Pioneer Bible Translators
- Abbreviation: PBT
- Formation: 1976; 50 years ago
- Founder: Al Hamilton
- Type: Non-profit
- Headquarters: Dallas, Texas
- President: Greg Pruett
- Board Chairman: Dave Butts
- Website: www.pioneerbible.org

= Pioneer Bible Translators =

Christian organization

Pioneer Bible Translators is a non-profit, 501(c)(3) mission organization focused on Bible translation in languages that do not already have a Bible.

==History==

Pioneer Bible Translators has its roots in the Restoration Movement. The organization was initially influenced by Cameron Townsend of Wycliffe Bible Translators, Donald McGavran of the Church Growth movement, and Eugene Nida of the United Bible Societies. It incorporated in 1976 in Dallas, Texas.

Pioneer Bible Translators has recently had two of its missionaries serve as president of the International Conference On Missions. Greg Pruett, missionary and Bible translator with the Yalunka people in West Africa, and Pioneer Bible Translators current president, served in 2003. Marsha Relyea Miles, missionary and Bible translator in Papua New Guinea, served in 2007.

In 2012, Pioneer Bible Translators and Johnson University formed an educational partnership to educate new recruits of Pioneer Bible Translators as they prepare to go to the field.

In 2016, The Jesus Film Project completed its 1,400th translation of the film. Pioneer Bible Translators has contributed to many of the films to help make the film understandable by various cultures. Pioneer Bible Translators has also been assisting in the development and implementation of Render, to allow the translation of the Bible into oral and aural cultures.
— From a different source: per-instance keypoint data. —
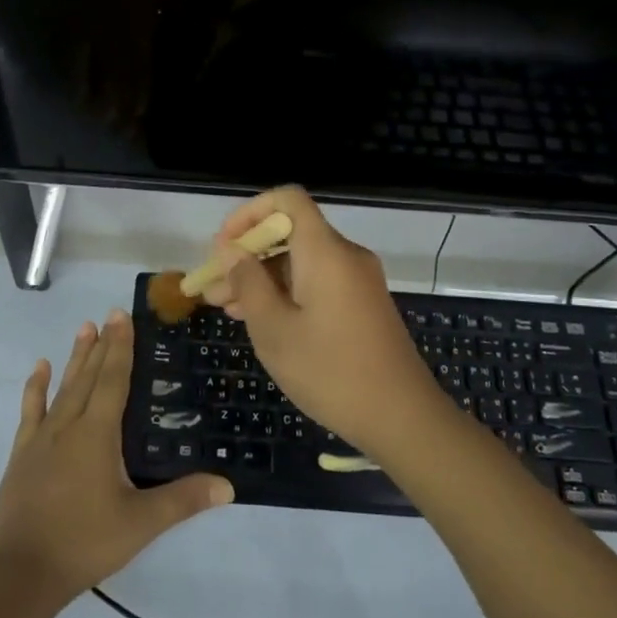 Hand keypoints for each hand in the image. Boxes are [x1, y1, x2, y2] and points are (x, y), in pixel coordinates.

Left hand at [0, 311, 233, 607]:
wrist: (20, 574)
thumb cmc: (84, 543)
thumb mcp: (140, 524)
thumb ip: (183, 500)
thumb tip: (228, 485)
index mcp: (97, 435)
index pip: (113, 380)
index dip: (120, 348)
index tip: (122, 316)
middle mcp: (68, 426)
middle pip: (88, 377)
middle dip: (102, 345)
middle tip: (109, 314)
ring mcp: (41, 439)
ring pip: (62, 388)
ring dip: (74, 358)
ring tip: (84, 328)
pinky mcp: (22, 455)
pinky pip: (30, 411)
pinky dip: (36, 388)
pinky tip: (40, 369)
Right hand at [202, 187, 435, 455]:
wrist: (402, 418)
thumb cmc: (330, 372)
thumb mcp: (274, 330)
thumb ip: (248, 283)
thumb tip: (231, 250)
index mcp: (325, 252)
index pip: (287, 199)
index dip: (249, 213)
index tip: (224, 247)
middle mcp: (345, 256)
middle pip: (290, 233)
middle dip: (248, 255)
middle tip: (213, 289)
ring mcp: (358, 281)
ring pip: (301, 262)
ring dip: (263, 278)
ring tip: (228, 309)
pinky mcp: (363, 304)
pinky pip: (318, 282)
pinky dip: (287, 292)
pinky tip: (262, 320)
Former United States Supreme Court nominee Harriet Miers previously served on the Pioneer Bible Translators board.

== Work ==
As of 2016, Pioneer Bible Translators is serving 43 million people in 92 language projects in 18 countries, and has between 400 and 500 personnel serving in the United States and around the world.

A 2013 report by Forbes noted that Bible translation made up 79% of Pioneer's expenses, compared to only 10% for Wycliffe Bible Translators .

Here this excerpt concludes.